The influenza pandemic of 1918–1919 has been called the “greatest medical holocaust in history” (Waring 1971:33) and the “mother of all pandemics” (Taubenberger and Morens 2006). Early research indicates that global mortality during the pandemic exceeded 21.5 million (Johnson and Mueller 2002; Jordan 1927). More recent estimates have varied widely, suggesting that between 15 and 100 million people died in the short span of about a year (Johnson and Mueller 2002; Patterson and Pyle 1991). The country that faced the greatest devastation in terms of human mortality from influenza is India (Johnson and Mueller 2002:112, Table 3). Mortality estimates for India are also wide-ranging, from 12 to 20 million (Davis 1951; Marten 1923; Mills 1986; Patterson and Pyle 1991). According to a recent estimate, mortality in India accounted for 38% of global mortality (Johnson and Mueller 2002). These figures are highly problematic because “[d]eath totals for British India . . . . provide the largest single source of uncertainty for Asian and world mortality totals” (Patterson and Pyle 1991:18). Sound estimates of the impact of the pandemic are of critical importance to understanding demographic change in India and the world in the twentieth century. The enormous numbers of lives lost and people sickened by the virus had consequences that lingered through successive generations long past the middle of the twentieth century (Almond 2006; Johnson and Mueller 2002; Mazumder et al. 2010; Mills 1986; Morens et al. 2009).
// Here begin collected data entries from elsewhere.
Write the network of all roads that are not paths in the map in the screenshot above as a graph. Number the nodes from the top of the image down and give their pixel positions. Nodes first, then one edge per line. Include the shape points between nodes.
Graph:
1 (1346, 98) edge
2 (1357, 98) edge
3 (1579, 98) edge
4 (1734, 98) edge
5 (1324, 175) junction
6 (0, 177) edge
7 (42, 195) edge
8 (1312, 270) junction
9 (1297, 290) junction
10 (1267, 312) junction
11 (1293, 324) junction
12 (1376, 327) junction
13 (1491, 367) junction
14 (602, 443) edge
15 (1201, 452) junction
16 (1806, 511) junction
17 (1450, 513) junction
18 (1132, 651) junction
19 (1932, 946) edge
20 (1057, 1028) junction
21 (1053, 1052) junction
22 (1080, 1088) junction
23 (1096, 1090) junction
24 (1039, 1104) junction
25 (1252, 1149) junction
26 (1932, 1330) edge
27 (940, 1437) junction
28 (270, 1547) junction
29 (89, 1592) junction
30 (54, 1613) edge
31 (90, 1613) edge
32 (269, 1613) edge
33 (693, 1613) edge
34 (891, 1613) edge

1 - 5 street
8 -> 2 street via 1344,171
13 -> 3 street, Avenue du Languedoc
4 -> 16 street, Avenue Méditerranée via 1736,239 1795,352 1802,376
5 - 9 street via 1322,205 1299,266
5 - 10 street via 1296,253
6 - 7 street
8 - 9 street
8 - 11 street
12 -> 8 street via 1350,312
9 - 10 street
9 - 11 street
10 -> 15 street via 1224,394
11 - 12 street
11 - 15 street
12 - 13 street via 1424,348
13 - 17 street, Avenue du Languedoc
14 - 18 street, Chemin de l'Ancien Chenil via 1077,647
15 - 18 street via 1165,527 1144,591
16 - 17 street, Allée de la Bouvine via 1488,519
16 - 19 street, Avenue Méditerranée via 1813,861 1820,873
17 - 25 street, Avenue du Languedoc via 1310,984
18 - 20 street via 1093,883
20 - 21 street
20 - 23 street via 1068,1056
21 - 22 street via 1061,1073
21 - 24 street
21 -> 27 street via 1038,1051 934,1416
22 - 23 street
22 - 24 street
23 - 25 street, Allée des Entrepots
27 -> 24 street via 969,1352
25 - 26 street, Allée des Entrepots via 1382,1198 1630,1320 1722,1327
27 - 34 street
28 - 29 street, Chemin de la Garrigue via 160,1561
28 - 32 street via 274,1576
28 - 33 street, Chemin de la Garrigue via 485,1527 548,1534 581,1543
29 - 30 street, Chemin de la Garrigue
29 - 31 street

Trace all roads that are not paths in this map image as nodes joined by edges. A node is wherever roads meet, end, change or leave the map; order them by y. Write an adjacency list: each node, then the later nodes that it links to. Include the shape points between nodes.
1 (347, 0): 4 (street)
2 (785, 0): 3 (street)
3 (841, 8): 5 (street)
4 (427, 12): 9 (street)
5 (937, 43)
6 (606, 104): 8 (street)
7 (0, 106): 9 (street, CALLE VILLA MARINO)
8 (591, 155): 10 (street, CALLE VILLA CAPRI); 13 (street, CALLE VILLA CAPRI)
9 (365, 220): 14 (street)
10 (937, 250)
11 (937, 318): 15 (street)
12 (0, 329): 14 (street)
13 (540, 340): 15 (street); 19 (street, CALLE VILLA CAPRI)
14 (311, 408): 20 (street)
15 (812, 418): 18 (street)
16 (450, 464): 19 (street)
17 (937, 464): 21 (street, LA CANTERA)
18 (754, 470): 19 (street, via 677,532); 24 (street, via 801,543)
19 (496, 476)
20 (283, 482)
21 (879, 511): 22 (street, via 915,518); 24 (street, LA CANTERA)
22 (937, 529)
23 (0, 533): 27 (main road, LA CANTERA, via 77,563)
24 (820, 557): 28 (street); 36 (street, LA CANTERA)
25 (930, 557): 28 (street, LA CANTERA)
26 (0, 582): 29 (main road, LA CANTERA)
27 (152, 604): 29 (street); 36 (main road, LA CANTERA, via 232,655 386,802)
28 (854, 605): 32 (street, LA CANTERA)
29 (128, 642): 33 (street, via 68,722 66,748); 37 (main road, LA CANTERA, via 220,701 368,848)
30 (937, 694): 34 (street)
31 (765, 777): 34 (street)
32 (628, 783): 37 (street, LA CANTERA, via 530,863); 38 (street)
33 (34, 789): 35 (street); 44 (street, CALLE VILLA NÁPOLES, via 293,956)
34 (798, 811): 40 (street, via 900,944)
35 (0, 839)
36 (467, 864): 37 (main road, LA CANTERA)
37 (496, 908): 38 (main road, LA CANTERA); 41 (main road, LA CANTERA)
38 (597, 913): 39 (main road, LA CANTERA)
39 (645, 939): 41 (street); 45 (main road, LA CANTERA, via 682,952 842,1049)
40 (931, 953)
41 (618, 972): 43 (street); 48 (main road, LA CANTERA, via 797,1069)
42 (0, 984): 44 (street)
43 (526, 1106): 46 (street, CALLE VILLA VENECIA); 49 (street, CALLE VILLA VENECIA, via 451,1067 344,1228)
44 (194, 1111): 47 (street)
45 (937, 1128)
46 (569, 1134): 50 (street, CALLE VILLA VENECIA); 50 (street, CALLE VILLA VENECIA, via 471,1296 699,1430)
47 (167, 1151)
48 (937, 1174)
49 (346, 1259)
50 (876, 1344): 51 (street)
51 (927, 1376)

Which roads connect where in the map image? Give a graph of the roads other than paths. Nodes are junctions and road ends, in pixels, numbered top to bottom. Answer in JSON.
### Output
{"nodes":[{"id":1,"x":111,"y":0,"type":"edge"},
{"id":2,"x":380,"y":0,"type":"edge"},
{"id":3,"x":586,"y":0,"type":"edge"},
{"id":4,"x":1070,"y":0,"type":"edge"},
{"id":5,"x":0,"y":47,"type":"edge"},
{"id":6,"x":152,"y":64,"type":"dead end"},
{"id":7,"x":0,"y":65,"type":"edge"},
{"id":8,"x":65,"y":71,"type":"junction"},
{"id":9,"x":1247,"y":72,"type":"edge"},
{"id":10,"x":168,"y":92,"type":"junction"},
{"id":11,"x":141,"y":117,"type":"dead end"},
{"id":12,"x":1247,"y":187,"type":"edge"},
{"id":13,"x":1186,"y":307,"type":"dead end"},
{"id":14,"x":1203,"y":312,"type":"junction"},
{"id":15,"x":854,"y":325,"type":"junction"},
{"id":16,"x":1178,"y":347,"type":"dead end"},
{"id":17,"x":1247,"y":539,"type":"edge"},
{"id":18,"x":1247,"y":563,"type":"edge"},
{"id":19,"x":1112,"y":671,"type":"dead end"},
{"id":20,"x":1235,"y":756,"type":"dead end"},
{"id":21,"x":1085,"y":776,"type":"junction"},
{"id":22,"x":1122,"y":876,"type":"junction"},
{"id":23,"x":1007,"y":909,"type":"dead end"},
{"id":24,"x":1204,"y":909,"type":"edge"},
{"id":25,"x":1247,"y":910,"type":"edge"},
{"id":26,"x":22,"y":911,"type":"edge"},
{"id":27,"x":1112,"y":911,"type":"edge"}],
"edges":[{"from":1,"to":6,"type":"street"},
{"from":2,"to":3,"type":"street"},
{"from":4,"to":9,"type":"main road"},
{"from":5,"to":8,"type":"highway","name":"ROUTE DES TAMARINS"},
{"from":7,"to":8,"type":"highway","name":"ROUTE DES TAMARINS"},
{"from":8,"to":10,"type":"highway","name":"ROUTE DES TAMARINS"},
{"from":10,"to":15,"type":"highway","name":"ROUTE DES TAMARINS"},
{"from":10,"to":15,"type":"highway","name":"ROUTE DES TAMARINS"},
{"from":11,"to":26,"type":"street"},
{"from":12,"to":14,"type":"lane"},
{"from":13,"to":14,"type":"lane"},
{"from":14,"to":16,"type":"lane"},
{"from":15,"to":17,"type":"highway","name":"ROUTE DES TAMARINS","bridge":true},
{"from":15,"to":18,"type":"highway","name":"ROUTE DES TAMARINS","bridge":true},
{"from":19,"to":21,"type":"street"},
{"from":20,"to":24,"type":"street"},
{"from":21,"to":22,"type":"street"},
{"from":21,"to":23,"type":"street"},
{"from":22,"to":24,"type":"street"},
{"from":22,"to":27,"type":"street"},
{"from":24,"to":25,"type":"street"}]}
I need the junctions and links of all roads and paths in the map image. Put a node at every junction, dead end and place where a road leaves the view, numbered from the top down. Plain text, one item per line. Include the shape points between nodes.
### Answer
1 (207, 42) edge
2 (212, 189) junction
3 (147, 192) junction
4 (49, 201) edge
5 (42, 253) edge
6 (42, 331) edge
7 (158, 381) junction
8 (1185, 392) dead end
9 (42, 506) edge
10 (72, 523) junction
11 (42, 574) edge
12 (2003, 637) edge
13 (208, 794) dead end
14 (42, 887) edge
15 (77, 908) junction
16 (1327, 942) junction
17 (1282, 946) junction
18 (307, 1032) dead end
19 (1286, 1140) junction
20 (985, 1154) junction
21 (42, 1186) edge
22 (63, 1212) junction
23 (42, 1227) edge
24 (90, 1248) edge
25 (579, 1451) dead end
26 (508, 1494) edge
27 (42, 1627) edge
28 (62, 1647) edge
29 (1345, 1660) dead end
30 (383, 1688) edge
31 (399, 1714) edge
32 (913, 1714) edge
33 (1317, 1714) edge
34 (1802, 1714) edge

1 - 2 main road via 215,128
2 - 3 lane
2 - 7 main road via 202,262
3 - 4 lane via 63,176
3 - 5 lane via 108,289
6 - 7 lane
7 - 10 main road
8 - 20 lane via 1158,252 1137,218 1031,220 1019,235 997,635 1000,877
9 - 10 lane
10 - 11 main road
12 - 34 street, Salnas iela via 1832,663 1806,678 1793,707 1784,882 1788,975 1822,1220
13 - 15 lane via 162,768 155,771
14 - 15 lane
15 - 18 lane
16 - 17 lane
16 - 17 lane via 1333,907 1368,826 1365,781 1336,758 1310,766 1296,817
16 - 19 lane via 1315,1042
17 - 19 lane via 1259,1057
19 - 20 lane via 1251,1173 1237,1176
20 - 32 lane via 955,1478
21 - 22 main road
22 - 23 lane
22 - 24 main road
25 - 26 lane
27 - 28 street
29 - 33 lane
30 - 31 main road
Because of the unreliability of vital registration records (Government of India 1920, various years; Klein 1973:642) of the time, the most influential study on this subject, that by Davis (1951), used data from the Indian census, collected in times of relative stability, as checks on preliminary mortality estimates based on death registration records. Using an average decadal population growth rate of 8% for the decades 1901–1911 and 1921–1931, he computed a shortfall of 18.5 million (Davis 1951:237, Appendix B), which he attributed to the influenza pandemic. Mills (1986) challenged the assumption of 8% decadal growth before the pandemic and instead used a population growth rate of 6.8% for the period up to 1917 (p. 10). In this article, we demonstrate that both sets of assumptions about growth rates before and after 1918–1919 are inaccurate. In addition to estimating the population growth leading up to 1918 and finding it to be lower than the 6.8% or 8% as posited in these two studies, we estimate the decadal population growth rate after the pandemic and find it to be well in excess of the 8% assumed earlier. This is in line with Klein’s (1990) assertion about the interwar period as “the beginning of a demographic revolution” (p. 33).

The aim of this article, therefore, is to use analytic methods that were not available to earlier demographers to estimate the loss of population from the influenza pandemic of 1918–1919 in British India using census data. In doing so, we generate a revised figure that is significantly lower than that calculated in the aforementioned studies.

Data

The data used in this article come from six decennial censuses of British India, conducted every 10 years from 1891 to 1941 (Census of India various years). The 1891 Census of India is the first one for which undercounting amounts to approximately 1% or less of the total population (Davis 1951:27, Table 7, and 235, Appendix A; Klein 1974:200), and for which data collection methods are consistent with those of later censuses.

For the analysis, we focus on those districts of British India that were under direct rule. This ensures that populations for the districts included in the study were enumerated using a similar set of administrative procedures and comparable institutional structures. The districts belonging to the so-called princely states, which had their own civil service systems, were often not as well equipped to carry out the census as the directly ruled districts. The data we use, therefore, form a panel of 199 districts (see Appendix  1 for a list) for six censuses, totaling 1,194 observations. The population statistics for each census were adjusted to conform to the district boundaries as of the 1941 census. This adjustment is discussed in the 1941 census (Yeatts 1943).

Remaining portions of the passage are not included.